Worst, the medical team discovered that the infection was caused by an untreated sexually transmitted disease which already crept to her lower abdomen and damaged her ovaries. Doctors also noted that her reproductive organ had lacerations that have partly healed. She could have been raped months, or even a year ago. Weeks before her operation, she was already having unexplained fever and felt physically weak as the infection spread.
After the operation, we decided to talk to her parents who appeared dumbfounded over the findings. Both claimed they had no inkling that she had been raped or sexually molested by anyone. Nene’s father in particular, seemed agitated and restless. They were urged to seek counseling from DSWD and report the matter to police. Barely an hour later Nene’s father disappeared and never showed up at the hospital again, while her mother turned uncooperative in the ensuing investigation. Nene was eventually discharged to the DSWD.
No one knows for sure if Nene is a victim of incest rape or even just rape by strangers as she refuses to talk. But her case is typical of rape in remote rural communities in the Philippines.

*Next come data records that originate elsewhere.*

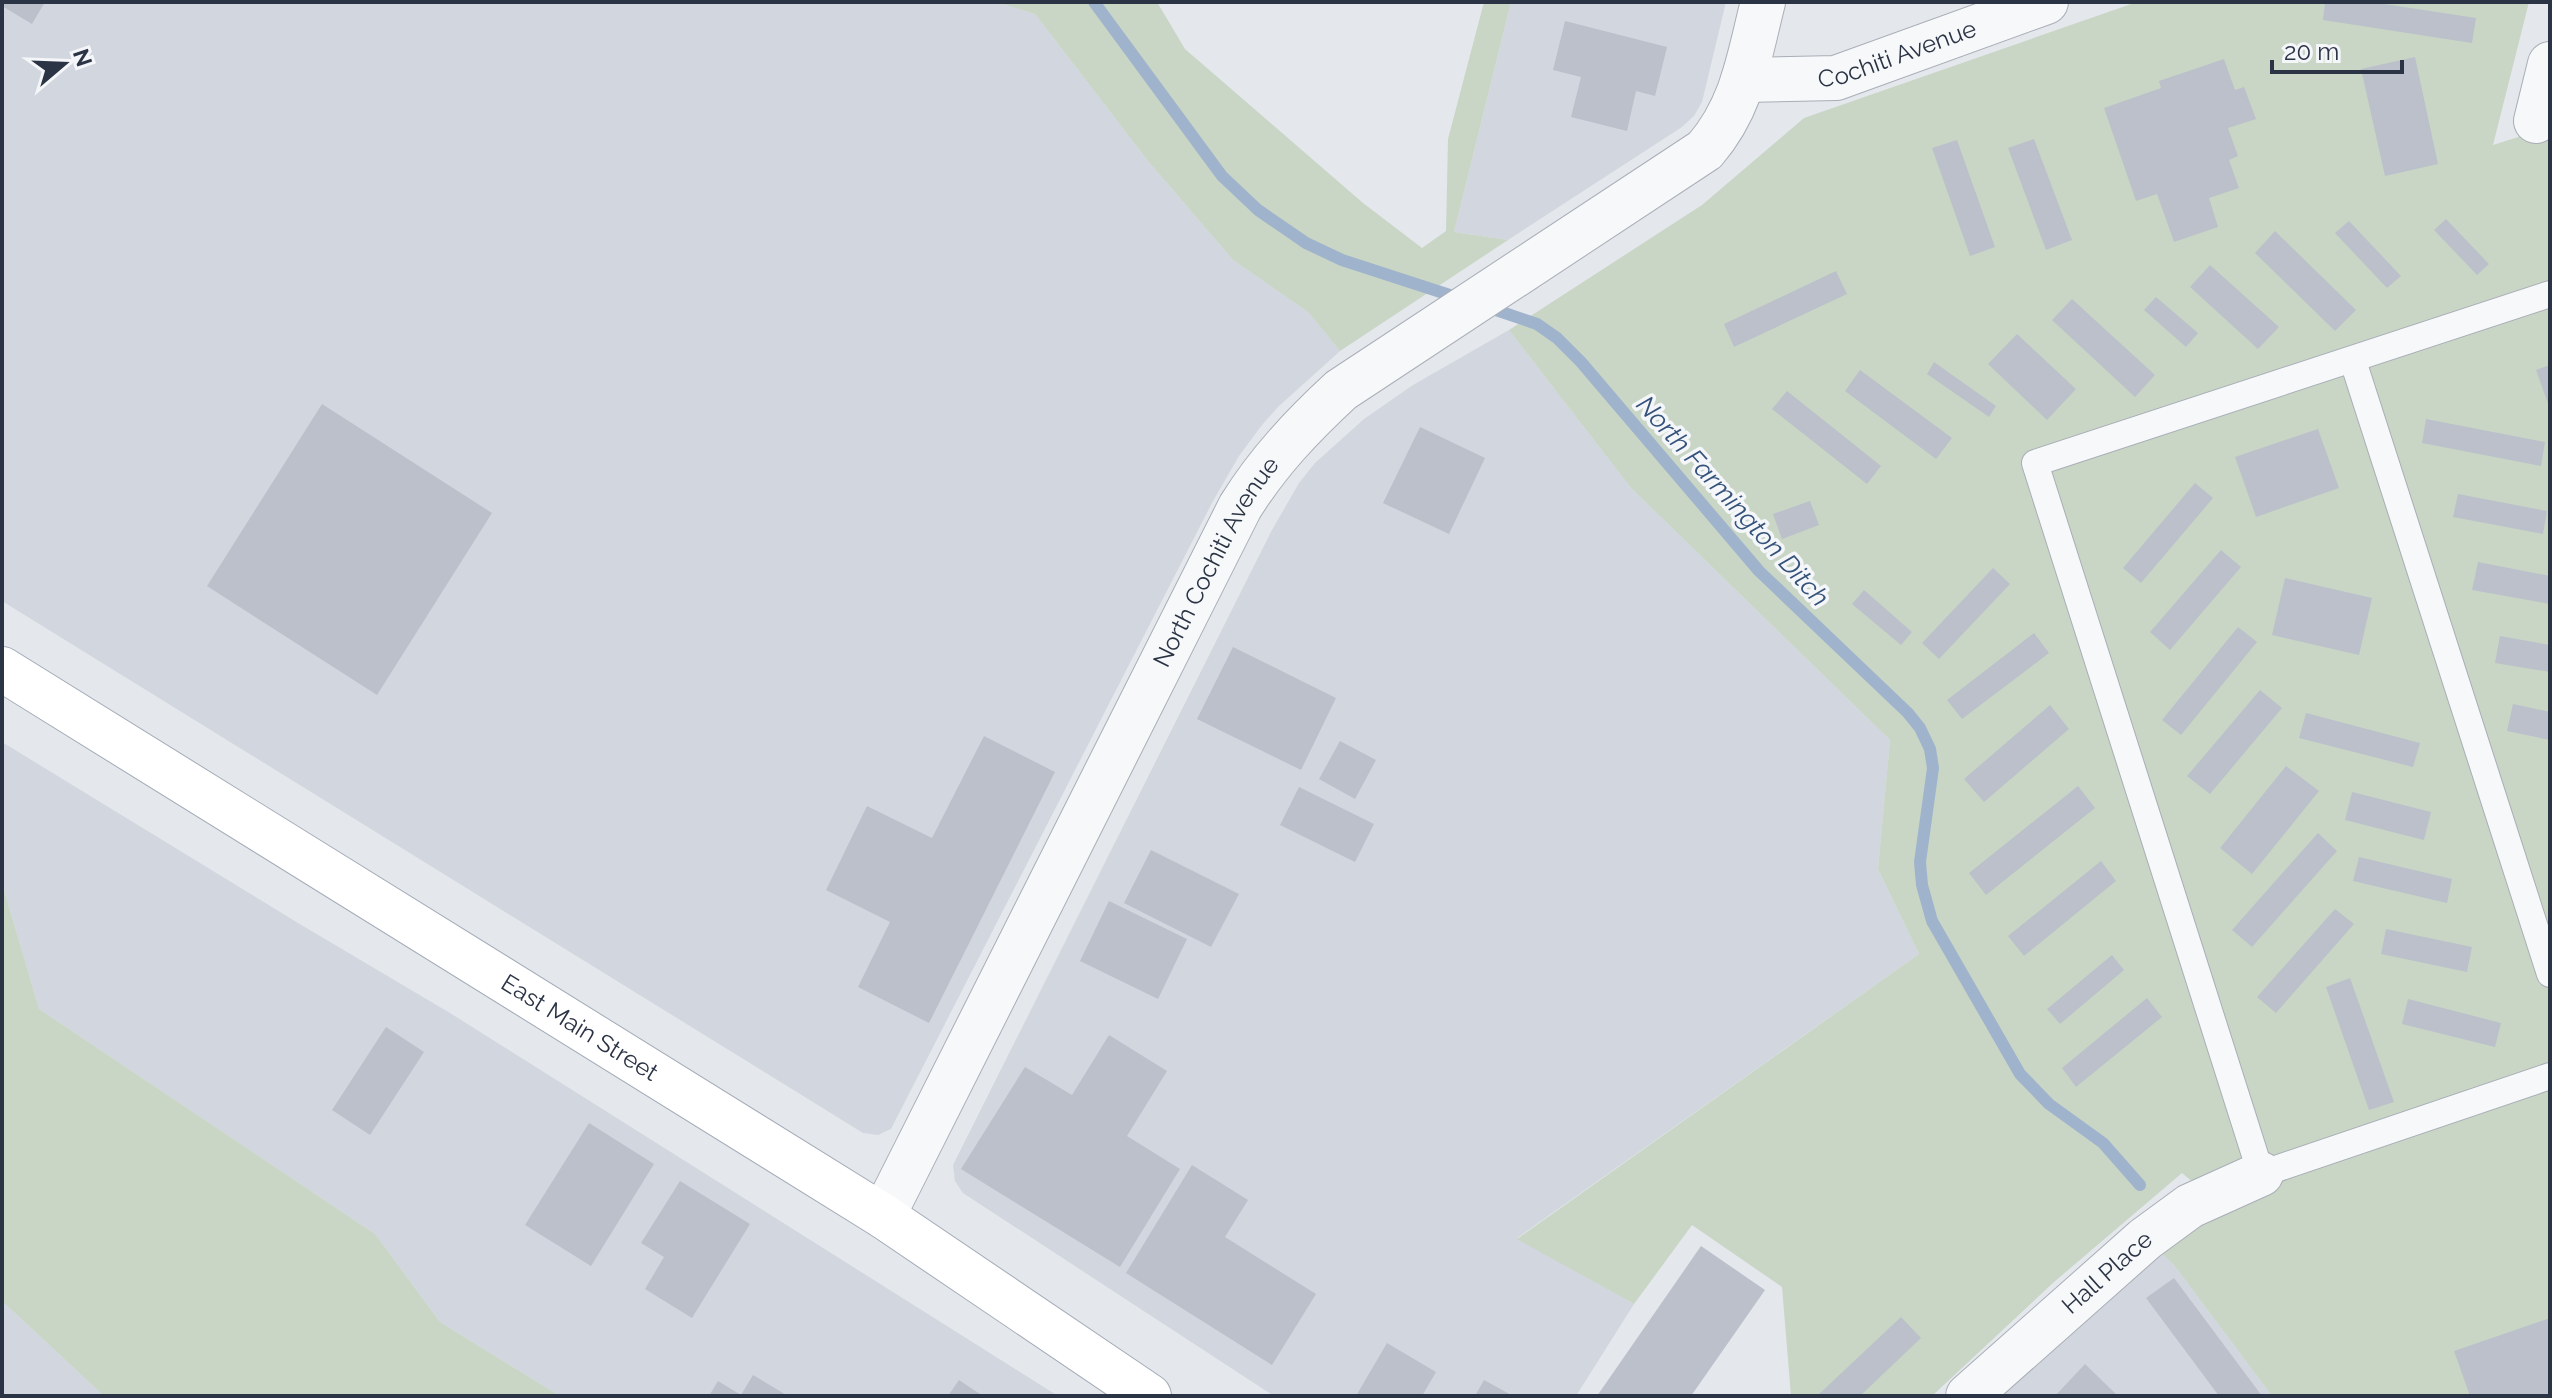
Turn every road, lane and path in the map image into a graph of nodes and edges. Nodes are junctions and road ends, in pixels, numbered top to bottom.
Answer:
1 (1763, 2) edge
2 (2046, 2) edge
3 (2550, 64) edge
4 (1743, 80) junction
5 (2536, 121) dead end
6 (2550, 294) edge
7 (2353, 361) junction
8 (2, 669) edge
9 (2550, 974) edge
10 (2550, 1076) edge
11 (2261, 1174) junction
12 (883, 1216) junction
13 (1149, 1396) edge
14 (1968, 1396) edge

1 - 4 street, North Cochiti Avenue
2 - 4 street, Cochiti Avenue
3 - 5 street
4 - 12 street, North Cochiti Avenue
6 - 7 lane
7 - 9 lane
7 - 11 lane
8 - 12 main road, East Main Street
10 - 11 lane
11 - 14 street, Hall Place
12 - 13 main road, East Main Street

In most cases where a father or a relative is involved, other family members (mothers or other siblings) tend to conspire to keep it a secret and spare the family’s name from shame.

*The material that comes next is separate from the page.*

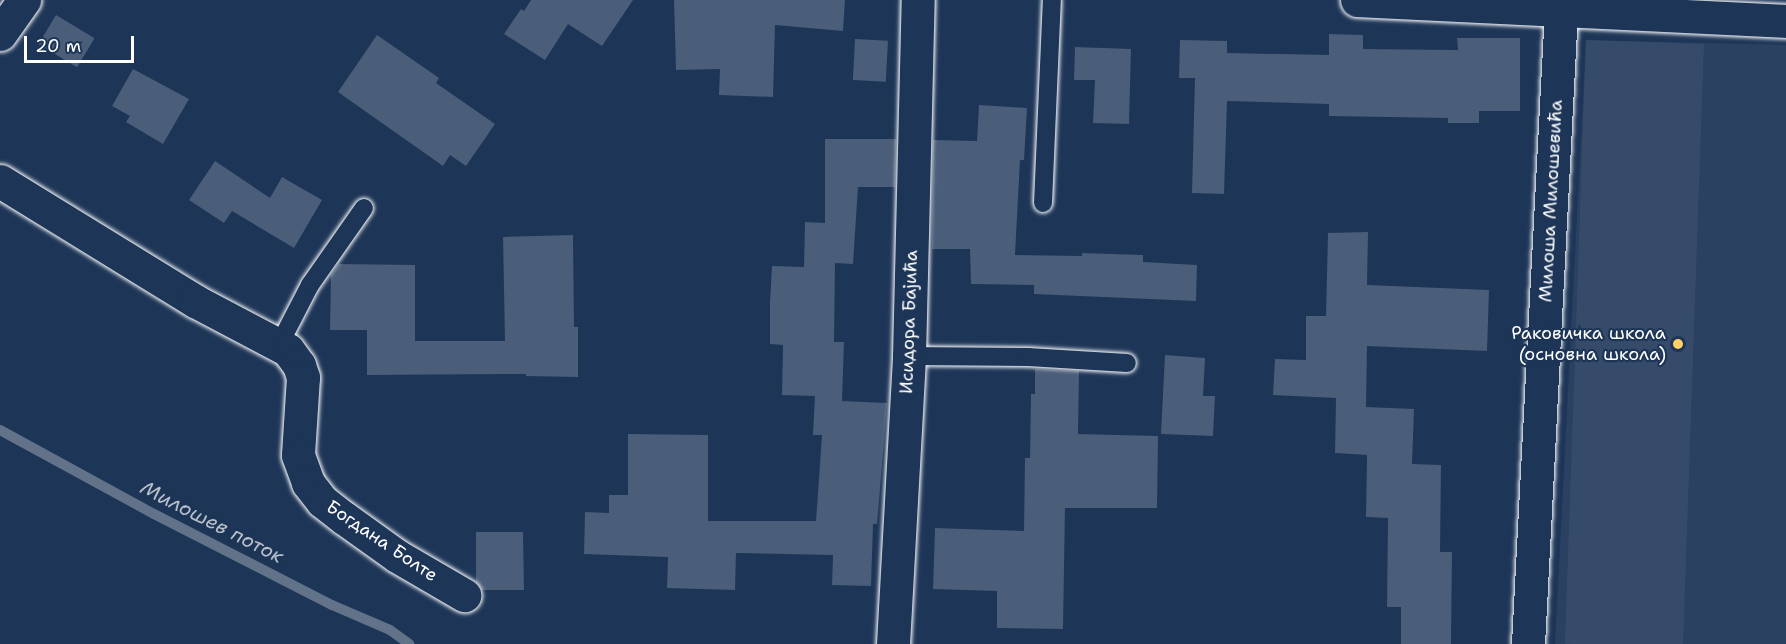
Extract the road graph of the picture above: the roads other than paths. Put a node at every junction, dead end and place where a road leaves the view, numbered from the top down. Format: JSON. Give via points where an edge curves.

In the Bicol region where rape sometimes stands on equal footing with physical injuries and murder as top crimes, the government has already taken a more proactive approach in dealing with the rape menace.
At the Sorsogon Provincial Hospital for instance, a special room is appointed as counseling area for rape victims and battered women. For a hospital barely equipped with essential medical facilities, space or manpower having a dedicated room to counsel rape victims only means one thing—- that rape is rampant in the area but they are doing something about it.
The approach underlines the need not just for law enforcers or social workers but for medical personnel and everyone else to reach out to victims of rape and abuse who keep their stories under wraps. Hospitals are often the first places many victims go to in an emergency. The hospital can also give immediate medical and psychological assistance while reporting these cases to law enforcers.
Cotabato Representative Emmylou Talino-Mendoza cites, rape statistics in the country is on the rise. Quoting National Police statistics of 2009, a total of 3, 159 rape cases were reported all over the country with Metro Manila topping the list with 466 rape incidents followed by Western Visayas, 429; Central Luzon, 316; Calabarzon, 312; Bicol, 293; Southern Mindanao, 203; Central Visayas, 160; and Mimaropa, 153; Ilocos, 145; Northern Mindanao, 144; Eastern Visayas, 119; Western Mindanao, 109; Cordillera, 93; Caraga, 78; Central Mindanao, 73; Cagayan Valley, 53; and the Autonomous Region of Muslim Mindanao, 13. Mendoza believes this is only half of the real number of cases hushed up especially in remote areas. That’s why a more belligerent campaign against rape and women or child abuse is necessary.
And it is not just the law enforcers’ duty to curb rape. Social workers, hospitals, schools and even communities can help report rape to authorities. Anyone can give a voice, even to a victim who refuses to speak.
Although rape is punishable by death in this country, its perpetrators persist. But they do not really thrive on the weakness of their victims and it is not that they are unfazed by capital punishment.
Many times it is the silence of their prey that really makes them powerful and fearless.